Il diavolo tamburellò con gli artigli sull’acciaio e snudò un sorriso di chiodi aguzzi. Il suo volto era solo tenebra e metallo, qualcosa si agitava sotto le ombre. L’elmo plasmato dalla carne pareva più la parodia di un teschio che altro.
La spada scivolò nel corpo, ci affondò dentro. Fasci di muscoli vi corsero sopra, cacciandola in profondità nel petto, stendendosi e attorcigliandosi attorno alla lama.
Scabjor la lasciò andare e barcollò indietro, gli occhi sgranati.
Il diavolo! Il diavolo!
La paura gli inondò le viscere.
Quella presa di muscoli sbriciolò la lama come fosse pane vecchio. Punta e manico caddero tra le radici, le schegge di metallo del medio sprofondarono tra le carni del mostro. Il suono era quello di un animale che mastica.
Mastica.
Scabjor era passato dall’essere al vertice della catena alimentare a sentirsi torcere le budella. Reazione da preda.
L’istinto gridava combatti o fuggi.
Il demonio non gli diede scelta. Scattò avanti come una molla, le unghie si aprirono la strada nell’armatura di Scabjor. L’acciaio era carta, cedette al tocco degli artigli.
Il petto s’incendiò, il mercenario e il demone che gli si annidava in corpo ulularono assieme.
Anche quello non lo sentiva da anni. Dolore. Vero dolore.
Evitò la seconda zampata gettandosi indietro. I riflessi, almeno, c’erano ancora.
Le radici sporgenti lo fecero incespicare.
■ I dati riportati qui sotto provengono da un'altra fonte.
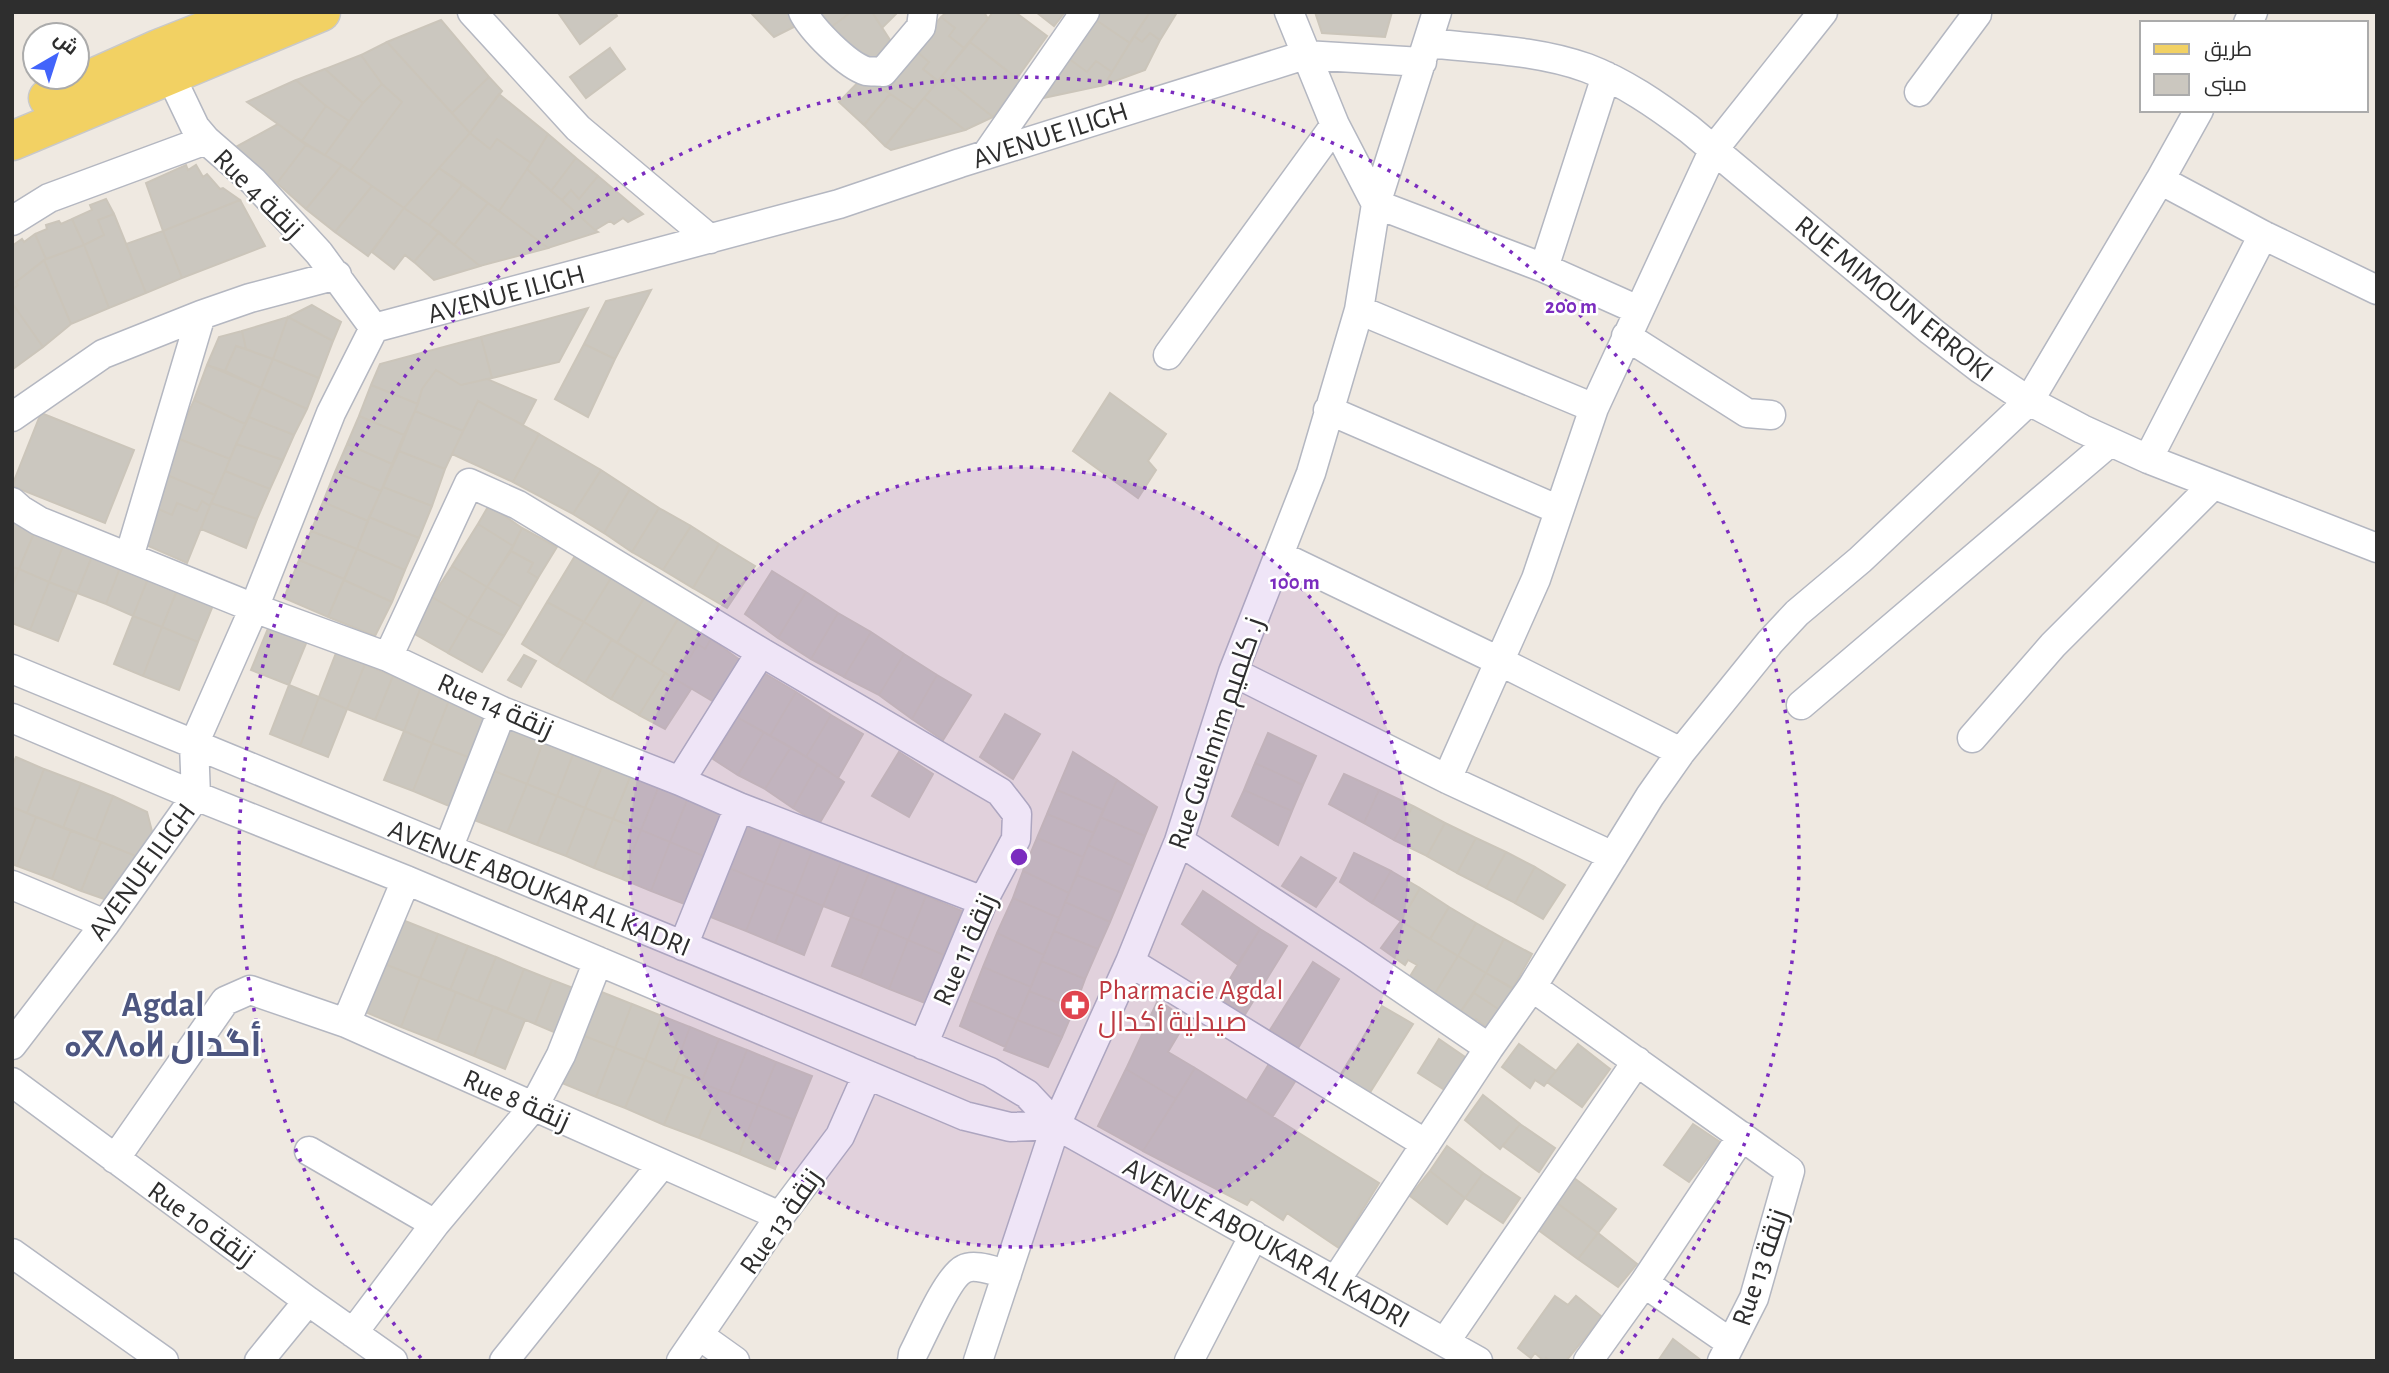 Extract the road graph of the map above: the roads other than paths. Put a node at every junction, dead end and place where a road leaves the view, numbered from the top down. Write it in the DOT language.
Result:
graph roads {
  1 [pos="252,12"];
  2 [pos="321,12"];
  3 [pos="472,12"];
  4 [pos="803,12"];
  5 [pos="923,12"];
  6 [pos="1085,12"];
  7 [pos="1289,12"];
  8 [pos="1437,12"];
  9 [pos="1824,12"];
  10 [pos="1977,13"];
  11 [pos="1425,53"];
  12 [pos="1305,55"];
  13 [pos="164,62"];
  14 [pos="1606,76"];
  15 [pos="1919,92"];
  16 [pos="2198,112"];
  17 [pos="12,113"];
  18 [pos="1335,125"];
  19 [pos="206,140"];
  20 [pos="12,141"];
  21 [pos="1714,149"];
  22 [pos="986,155"];
  23 [pos="2160,180"];
  24 [pos="1376,204"];
  25 [pos="12,221"];
  26 [pos="2263,234"];
  27 [pos="710,239"];
  28 [pos="1544,268"];
  29 [pos="338,275"];
  30 [pos="2377,289"];
  31 [pos="1359,310"];
  32 [pos="1638,310"];
  33 [pos="201,315"];
  34 [pos="374,328"];
  35 [pos="1626,336"];
  36 [pos="1168,355"];
  37 [pos="2029,401"];
  38 [pos="1594,408"];
  39 [pos="1328,410"];
  40 [pos="1771,415"];
  41 [pos="12,417"];
  42 [pos="2110,442"];
  43 [pos="2148,459"];
  44 [pos="2213,485"];
  45 [pos="12,502"];
  46 [pos="1559,510"];
  47 [pos="2377,548"];
  48 [pos="1279,555"];
  49 [pos="129,557"];
  50 [pos="254,608"];
  51 [pos="761,652"];
  52 [pos="388,657"];
  53 [pos="1499,661"];
  54 [pos="12,669"];
  55 [pos="1233,672"];
  56 [pos="1801,705"];
  57 [pos="502,711"];
  58 [pos="12,718"];
  59 [pos="1972,738"];
  60 [pos="194,744"];
  61 [pos="1681,752"];
  62 [pos="1447,779"];
  63 [pos="680,781"];
  64 [pos="196,796"];
  65 [pos="738,807"];
  66 [pos="1179,841"];
  67 [pos="448,849"];
  68 [pos="1613,856"];
  69 [pos="406,880"];
  70 [pos="12,885"];
  71 [pos="984,901"];
  72 [pos="105,924"];
  73 [pos="683,946"];
  74 [pos="598,961"];
  75 [pos="1130,962"];
  76 [pos="1532,987"];
  77 [pos="346,1023"];
  78 [pos="12,1045"];
  79 [pos="923,1045"];
  80 [pos="1489,1048"];
  81 [pos="1637,1061"];
  82 [pos="867,1074"];
  83 [pos="12,1082"];
  84 [pos="534,1106"];
  85 [pos="1056,1125"];
  86 [pos="1742,1136"];
  87 [pos="1426,1144"];
  88 [pos="309,1150"];
  89 [pos="116,1159"];
  90 [pos="662,1164"];
  91 [pos="780,1216"];
  92 [pos="435,1224"];
  93 [pos="1254,1235"];
  94 [pos="12,1254"];
  95 [pos="1007,1274"];
  96 [pos="1336,1280"];
  97 [pos="1644,1283"];
  98 [pos="309,1301"];
  99 [pos="353,1333"];
  100 [pos="699,1336"];
  101 [pos="1446,1342"];
  102 [pos="1726,1352"];
  103 [pos="164,1361"];
  104 [pos="259,1361"];
  105 [pos="393,1361"];
  106 [pos="504,1361"];
  107 [pos="681,1361"];
  108 [pos="735,1361"];
  109 [pos="912,1361"];
  110 [pos="978,1361"];
  111 [pos="1189,1361"];
  112 [pos="1478,1361"];
  113 [pos="1588,1361"];
  1 -- 13 [label="main road"];
  2 -- 13 [label="main road"];
  3 -- 27 [label="street"];
  4 -- 5 [label="street"];
  6 -- 22 [label="street"];
  7 -- 12 [label="street"];
  8 -- 11 [label="street, Rue Guelmim ز. كلميم"];
  9 -- 21 [label="street"];
  10 -- 15 [label="street"];
  11 -- 12 [label="street, AVENUE ILIGH"];
  11 -- 14 [label="street, RUE MIMOUN ERROKI"];
  11 -- 24 [label="street, Rue Guelmim ز. كلميم"];
  12 -- 18 [label="street"];
  12 -- 22 [label="street, AVENUE ILIGH"];
  13 -- 17 [label="main road"];
  13 -- 19 [label="street, Rue 4 زنقة"];
  13 -- 20 [label="main road"];
  14 -- 21 [label="street, RUE MIMOUN ERROKI"];
  14 -- 28 [label="street"];
  16 -- 23 [label="street"];
  18 -- 24 [label="street"];
  18 -- 36 [label="street"];
  19 -- 25 [label="street"];
  19 -- 29 [label="street, Rue 4 زنقة"];
  21 -- 32 [label="street"];
  21 -- 37 [label="street, RUE MIMOUN ERROKI"];
  22 -- 27 [label="street, AVENUE ILIGH"];
  23 -- 26 [label="street"];
  23 -- 37 [label="street"];
  24 -- 28 [label="street"];
  24 -- 31 [label="street, Rue Guelmim ز. كلميم"];
  26 -- 30 [label="street"];
  26 -- 43 [label="street"];
  27 -- 34 [label="street, AVENUE ILIGH"];
  28 -- 32 [label="street"];
  29 -- 33 [label="street"];
  29 -- 34 [label="street, Rue 4 زنقة"];
  31 -- 38 [label="street"];
  31 -- 39 [label="street, Rue Guelmim ز. كلميم"];
  32 -- 35 [label="street"];
  33 -- 41 [label="street"];
  33 -- 49 [label="street"];
  34 -- 50 [label="street, AVENUE ILIGH"];
  35 -- 38 [label="street"];
  35 -- 40 [label="street"];
  37 -- 42 [label="street, RUE MIMOUN ERROKI"];
  37 -- 61 [label="street"];
  38 -- 46 [label="street"];
  39 -- 46 [label="street"];
  39 -- 48 [label="street, Rue Guelmim ز. كلميم"];
  42 -- 43 [label="street, RUE MIMOUN ERROKI"];
  42 -- 56 [label="street"];
  43 -- 44 [label="street, RUE MIMOUN ERROKI"];
  44 -- 47 [label="street, RUE MIMOUN ERROKI"];
  44 -- 59 [label="street"];
  45 -- 49 [label="street, Rue 14 زنقة"];
  46 -- 53 [label="street"];
  48 -- 53 [label="street"];
  48 -- 55 [label="street, Rue Guelmim ز. كلميم"];
  49 -- 50 [label="street, Rue 14 زنقة"];
  50 -- 52 [label="street, Rue 14 زنقة"];
  50 -- 60 [label="street, AVENUE ILIGH"];
  51 -- 52 [label="street"];
  51 -- 63 [label="street"];
  51 -- 71 [label="street, Rue 11 زنقة"];
  52 -- 57 [label="street, Rue 14 زنقة"];
  53 -- 61 [label="street"];
  53 -- 62 [label="street"];
  54 -- 60 [label="street, AVENUE ABOUKAR AL KADRI"];
  55 -- 62 [label="street"];
  55 -- 66 [label="street, Rue Guelmim ز. كلميم"];
  57 -- 63 [label="street, Rue 14 زنقة"];
  57 -- 67 [label="street"];
  58 -- 64 [label="street, AVENUE ABOUKAR AL KADRI"];
  60 -- 64 [label="street, AVENUE ILIGH"];
  60 -- 67 [label="street, AVENUE ABOUKAR AL KADRI"];
  61 -- 68 [label="street"];
  62 -- 68 [label="street"];
  63 -- 65 [label="street, Rue 14 زنقة"];
  64 -- 69 [label="street, AVENUE ABOUKAR AL KADRI"];
  64 -- 72 [label="street, AVENUE ILIGH"];
  65 -- 71 [label="street, Rue 14 زنقة"];
  65 -- 73 [label="street"];
  66 -- 75 [label="street, Rue Guelmim ز. كلميم"];
  66 -- 80 [label="street"];
  67 -- 73 [label="street, AVENUE ABOUKAR AL KADRI"];
  68 -- 76 [label="street"];
  69 -- 74 [label="street, AVENUE ABOUKAR AL KADRI"];
  69 -- 77 [label="street"];
  70 -- 72 [label="street"];
  71 -- 79 [label="street, Rue 11 زنقة"];
  72 -- 78 [label="street, AVENUE ILIGH"];
  73 -- 79 [label="street, AVENUE ABOUKAR AL KADRI"];
  74 -- 82 [label="street, AVENUE ABOUKAR AL KADRI"];
  74 -- 84 [label="street"];
  75 -- 85 [label="street, Rue Guelmim ز. كلميم"];
  75 -- 87 [label="street"];
  76 -- 80 [label="street"];
  76 -- 81 [label="street"];
  77 -- 84 [label="street, Rue 8 زنقة"];
  77 -- 89 [label="street, Rue 8 زنقة"];
  79 -- 85 [label="street, AVENUE ABOUKAR AL KADRI"];
  80 -- 87 [label="street"];
  81 -- 86 [label="street"];
  81 -- 101 [label="street"];
  82 -- 85 [label="street, AVENUE ABOUKAR AL KADRI"];
  82 -- 91 [label="street, Rue 13 زنقة"];
  83 -- 89 [label="street, Rue 10 زنقة"];
  84 -- 90 [label="street, Rue 8 زنقة"];
  84 -- 92 [label="street"];
  85 -- 93 [label="street, AVENUE ABOUKAR AL KADRI"];
  85 -- 95 [label="street, Rue Guelmim ز. كلميم"];
  86 -- 97 [label="street"];
  86 -- 102 [label="street, Rue 13 زنقة"];
  87 -- 96 [label="street"];
  88 -- 92 [label="street"];
  89 -- 98 [label="street, Rue 10 زنقة"];
  90 -- 91 [label="street, Rue 8 زنقة"];
  90 -- 106 [label="street"];
  91 -- 100 [label="street, Rue 13 زنقة"];
  92 -- 99 [label="street"];
  93 -- 96 [label="street, AVENUE ABOUKAR AL KADRI"];
  93 -- 111 [label="street"];
  94 -- 103 [label="street"];
  95 -- 109 [label="street"];
  95 -- 110 [label="street, Rue Guelmim ز. كلميم"];
  96 -- 101 [label="street, AVENUE ABOUKAR AL KADRI"];
  97 -- 102 [label="street"];
  97 -- 113 [label="street"];
  98 -- 99 [label="street, Rue 10 زنقة"];
  98 -- 104 [label="street"];
  99 -- 105 [label="street, Rue 10 زنقة"];
  100 -- 107 [label="street, Rue 13 زنقة"];
  100 -- 108 [label="street"];
  101 -- 112 [label="street, AVENUE ABOUKAR AL KADRI"];
} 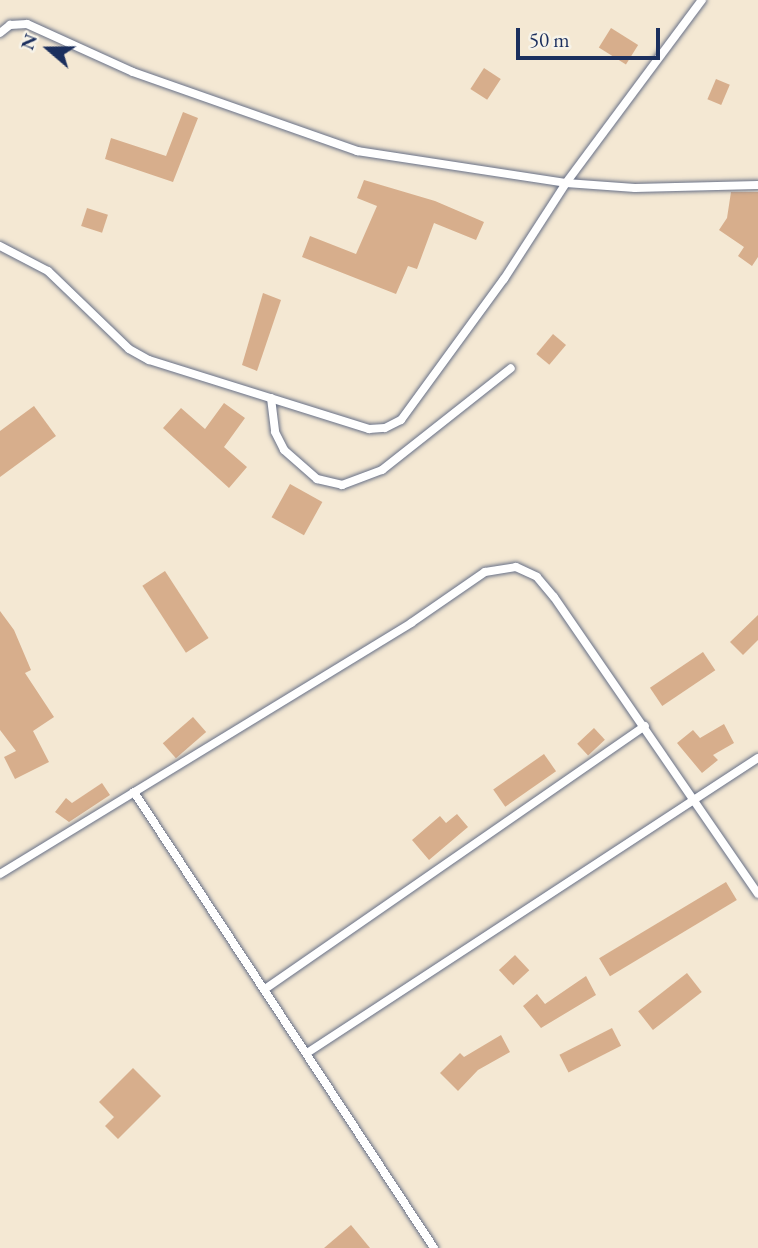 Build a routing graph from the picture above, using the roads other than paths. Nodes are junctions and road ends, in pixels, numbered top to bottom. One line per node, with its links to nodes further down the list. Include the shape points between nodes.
1 (702, 0): 3 (lane)
2 (0, 33): 3 (lane, via 10,25 27,24 133,72 357,151)
3 (566, 183): 4 (lane, via 635,188); 7 (lane, via 504,279 401,421 369,429)
4 (758, 186)
5 (0, 246): 7 (lane, via 48,271 129,349)
6 (511, 368): 7 (lane, via 382,470 342,485 317,479 284,450 275,432)
7 (271, 398)
8 (645, 726): 10 (lane, via 554,597 537,577 516,566 485,572 411,623); 11 (lane); 14 (lane)
9 (758, 758): 11 (lane)
10 (134, 792): 12 (lane); 14 (lane)
11 (695, 800): 13 (lane); 15 (lane)
12 (0, 874)
13 (758, 894)
14 (265, 989): 15 (lane)
15 (307, 1053): 16 (lane)
16 (435, 1248)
Il diavolo continuò col sorriso e gli artigliò la spalla, cacciandogli aghi roventi nella carne.
Lo gettò con la schiena contro il tronco di un albero, si accucciò per balzare. Un lampo rosso, una ginocchiata di quel demonio segaligno, e il fusto dell’albero esplose, come colpito da una cannonata.
Scabjor ebbe il tempo di abbassarsi all’ultimo, una pioggia di schegge gli investì il viso.
Il diavolo balzò via, piroettò in aria e rimbalzò su un altro albero. Gli fu addosso subito, un’unghiata piegò il metallo della calotta che gli copriva la testa, gli piantò acciaio e lame nella tempia. A occhi serrati, Scabjor mollò un pugno.
A vuoto.
Una mano sottile lo intrappolò in una morsa. Grinfie bucarono il parabraccia, la carne, le ossa.
Il demone urlava nel suo petto.
No!
Si sentì sollevare e volar via, privo di peso. La terra gli ricordò che ne aveva, e anche troppo. Ruzzolò su un fianco, tra fango ed erba.
Strinse i pugni.
Non avrai più paura!
Ringhiò, scoprendo i canini, arricciando il naso storto. O combatti o fuggi. L’avrebbe venduta cara a quel…
Il diavolo aprì la mano di scatto, col suono di una lama snudata dal fodero. Gli artigli crebbero, i bordi come rasoi. Quella mano grottesca, sottile e al tempo stesso enorme si aprì e si chiuse, piano.
Dallo squarcio di bocca che aveva, la risata fu uno stridio di cento lame che cozzano. Aveva solo giocato, finora.
Fuggi.
Scabjor aveva ricordi confusi di corse come quella nei suoi anni da marmocchio, a occhi semichiusi, nel buio, le lacrime che scivolavano sulle guance. Corse da incubo, con grinfie sempre pronte a piantarsi nella schiena, l’alito del diavolo sul collo, i denti…
Fuori.
La luce del mezzodì ormai passato gli trafisse le palpebre. Aprì gli occhi.
Non smise di correre, si fece quel campo di battaglia più veloce di un cavallo al galoppo, fottendosene di lysiani, kulraziani e chissà chi cazzo di altro.
La paura spinse i muscoli lontano, sempre più lontano.
La paura.
Riuscì a frenare quella corsa da moccioso e quantomeno a rallentare. Si guardò indietro. Bastarono le fronde del bosco lontano dietro di lui per stringergli di nuovo le budella.
La paura era tornata a far parte del suo corpo come il sangue, come l’aria, come quel demone che tremava dentro di lui.
Fu un solo pensiero, un rovello d’ansia nel cervello, ad accompagnare la sua fuga.
Cosa può far paura a un essere così?